__Work order__
Report each line of the entries below that includes "Мичурина".

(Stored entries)
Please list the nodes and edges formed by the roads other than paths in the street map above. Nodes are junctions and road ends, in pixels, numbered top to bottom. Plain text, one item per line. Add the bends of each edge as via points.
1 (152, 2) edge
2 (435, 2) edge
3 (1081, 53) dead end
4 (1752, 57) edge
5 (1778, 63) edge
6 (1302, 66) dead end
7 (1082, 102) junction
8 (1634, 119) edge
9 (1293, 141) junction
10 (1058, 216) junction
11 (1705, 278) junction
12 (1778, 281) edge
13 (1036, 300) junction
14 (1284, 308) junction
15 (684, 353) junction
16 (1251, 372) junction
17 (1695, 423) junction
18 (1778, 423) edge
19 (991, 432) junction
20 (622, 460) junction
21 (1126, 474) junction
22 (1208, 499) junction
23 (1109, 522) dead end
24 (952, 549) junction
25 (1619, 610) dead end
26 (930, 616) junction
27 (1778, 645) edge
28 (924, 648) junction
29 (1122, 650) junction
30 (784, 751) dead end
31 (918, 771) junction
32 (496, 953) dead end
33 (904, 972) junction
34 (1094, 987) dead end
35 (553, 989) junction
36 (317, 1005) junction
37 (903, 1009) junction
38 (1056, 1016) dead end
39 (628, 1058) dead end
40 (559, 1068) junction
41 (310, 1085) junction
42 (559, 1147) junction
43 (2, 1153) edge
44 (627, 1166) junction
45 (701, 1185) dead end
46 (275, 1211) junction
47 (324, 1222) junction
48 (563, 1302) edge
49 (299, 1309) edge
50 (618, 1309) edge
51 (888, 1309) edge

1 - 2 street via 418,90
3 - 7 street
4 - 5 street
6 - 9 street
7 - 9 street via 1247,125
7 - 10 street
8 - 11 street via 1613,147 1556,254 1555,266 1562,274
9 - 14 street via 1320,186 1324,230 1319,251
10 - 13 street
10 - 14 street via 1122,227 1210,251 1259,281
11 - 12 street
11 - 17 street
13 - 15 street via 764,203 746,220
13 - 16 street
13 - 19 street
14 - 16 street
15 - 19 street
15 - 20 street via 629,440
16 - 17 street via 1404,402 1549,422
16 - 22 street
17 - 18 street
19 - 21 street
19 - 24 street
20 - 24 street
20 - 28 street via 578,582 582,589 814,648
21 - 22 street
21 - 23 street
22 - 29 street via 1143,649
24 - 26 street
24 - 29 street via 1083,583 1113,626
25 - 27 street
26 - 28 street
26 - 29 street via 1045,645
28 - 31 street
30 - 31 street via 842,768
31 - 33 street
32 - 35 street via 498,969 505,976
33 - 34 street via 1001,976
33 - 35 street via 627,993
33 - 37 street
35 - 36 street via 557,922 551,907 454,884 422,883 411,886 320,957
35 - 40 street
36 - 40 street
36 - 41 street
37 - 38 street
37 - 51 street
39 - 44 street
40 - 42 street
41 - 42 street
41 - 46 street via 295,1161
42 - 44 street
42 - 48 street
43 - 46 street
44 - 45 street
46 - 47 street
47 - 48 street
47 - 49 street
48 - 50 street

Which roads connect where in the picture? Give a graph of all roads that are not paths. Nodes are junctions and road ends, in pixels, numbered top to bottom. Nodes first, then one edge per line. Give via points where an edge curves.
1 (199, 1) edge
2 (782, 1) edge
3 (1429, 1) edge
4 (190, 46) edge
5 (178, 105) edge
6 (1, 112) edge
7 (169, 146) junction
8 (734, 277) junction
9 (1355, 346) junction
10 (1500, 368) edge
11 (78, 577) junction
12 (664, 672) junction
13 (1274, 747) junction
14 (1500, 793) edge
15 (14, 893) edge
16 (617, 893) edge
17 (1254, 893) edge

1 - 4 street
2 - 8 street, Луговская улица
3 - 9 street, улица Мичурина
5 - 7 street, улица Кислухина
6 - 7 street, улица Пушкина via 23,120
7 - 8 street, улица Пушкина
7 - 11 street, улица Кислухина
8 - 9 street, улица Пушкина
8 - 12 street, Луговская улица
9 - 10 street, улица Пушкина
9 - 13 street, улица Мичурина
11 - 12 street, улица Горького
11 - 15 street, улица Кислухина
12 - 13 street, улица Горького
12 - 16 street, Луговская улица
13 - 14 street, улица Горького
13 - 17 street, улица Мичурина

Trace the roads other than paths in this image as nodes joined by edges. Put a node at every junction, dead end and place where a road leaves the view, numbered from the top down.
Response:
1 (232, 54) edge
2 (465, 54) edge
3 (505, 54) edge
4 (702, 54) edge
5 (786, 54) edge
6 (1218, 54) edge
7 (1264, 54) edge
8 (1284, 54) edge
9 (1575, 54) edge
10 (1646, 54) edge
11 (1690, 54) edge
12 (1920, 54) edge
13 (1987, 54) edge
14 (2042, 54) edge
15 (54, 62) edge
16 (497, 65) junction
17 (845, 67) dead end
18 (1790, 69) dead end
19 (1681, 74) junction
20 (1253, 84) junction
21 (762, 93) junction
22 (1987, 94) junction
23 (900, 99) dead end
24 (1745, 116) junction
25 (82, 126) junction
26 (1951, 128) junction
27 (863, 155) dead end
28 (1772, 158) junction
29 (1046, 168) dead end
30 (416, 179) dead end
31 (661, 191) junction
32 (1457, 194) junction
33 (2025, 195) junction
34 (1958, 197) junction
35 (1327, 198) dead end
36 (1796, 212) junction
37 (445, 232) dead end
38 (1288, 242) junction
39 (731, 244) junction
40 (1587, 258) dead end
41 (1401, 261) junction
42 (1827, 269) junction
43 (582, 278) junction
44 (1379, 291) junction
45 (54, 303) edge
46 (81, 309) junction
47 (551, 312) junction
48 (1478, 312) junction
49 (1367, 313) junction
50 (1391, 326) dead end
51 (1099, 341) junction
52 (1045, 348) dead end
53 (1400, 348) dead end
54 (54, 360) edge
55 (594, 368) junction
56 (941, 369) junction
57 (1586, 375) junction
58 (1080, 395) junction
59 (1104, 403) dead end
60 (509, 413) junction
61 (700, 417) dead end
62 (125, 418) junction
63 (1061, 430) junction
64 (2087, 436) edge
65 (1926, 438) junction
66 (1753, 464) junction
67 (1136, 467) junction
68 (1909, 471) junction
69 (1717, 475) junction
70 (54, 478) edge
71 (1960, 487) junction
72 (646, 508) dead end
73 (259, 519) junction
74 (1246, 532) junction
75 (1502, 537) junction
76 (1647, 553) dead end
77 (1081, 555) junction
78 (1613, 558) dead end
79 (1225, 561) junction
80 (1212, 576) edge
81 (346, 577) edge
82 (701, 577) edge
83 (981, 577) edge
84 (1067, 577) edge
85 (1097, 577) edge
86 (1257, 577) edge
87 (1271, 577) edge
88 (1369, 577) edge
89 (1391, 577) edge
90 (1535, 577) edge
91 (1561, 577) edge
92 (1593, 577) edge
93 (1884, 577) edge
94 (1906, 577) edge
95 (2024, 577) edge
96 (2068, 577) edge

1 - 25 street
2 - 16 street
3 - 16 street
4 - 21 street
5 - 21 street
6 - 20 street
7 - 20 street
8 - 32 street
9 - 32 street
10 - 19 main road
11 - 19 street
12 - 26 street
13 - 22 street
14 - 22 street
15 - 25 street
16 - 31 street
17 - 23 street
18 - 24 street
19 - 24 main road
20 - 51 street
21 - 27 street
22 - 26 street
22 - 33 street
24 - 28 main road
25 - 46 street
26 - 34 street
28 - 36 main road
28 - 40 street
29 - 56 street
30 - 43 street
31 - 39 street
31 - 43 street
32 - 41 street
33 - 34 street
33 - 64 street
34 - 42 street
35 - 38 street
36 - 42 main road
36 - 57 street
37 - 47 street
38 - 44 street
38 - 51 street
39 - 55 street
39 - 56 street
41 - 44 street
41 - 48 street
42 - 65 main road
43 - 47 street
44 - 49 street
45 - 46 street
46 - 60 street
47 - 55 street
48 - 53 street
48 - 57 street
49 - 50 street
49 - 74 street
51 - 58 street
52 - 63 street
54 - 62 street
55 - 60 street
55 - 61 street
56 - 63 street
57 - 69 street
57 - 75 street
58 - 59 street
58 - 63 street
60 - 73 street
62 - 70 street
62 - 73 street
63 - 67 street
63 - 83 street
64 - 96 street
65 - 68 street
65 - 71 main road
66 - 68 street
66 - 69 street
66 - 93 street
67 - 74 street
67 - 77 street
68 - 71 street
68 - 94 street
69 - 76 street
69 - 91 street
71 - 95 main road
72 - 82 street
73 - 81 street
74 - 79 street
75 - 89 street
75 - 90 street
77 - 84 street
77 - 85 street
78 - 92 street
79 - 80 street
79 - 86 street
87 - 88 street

__Your solution__
3 - 9 street, улица Мичурина
9 - 13 street, улица Мичурина
13 - 17 street, улица Мичурина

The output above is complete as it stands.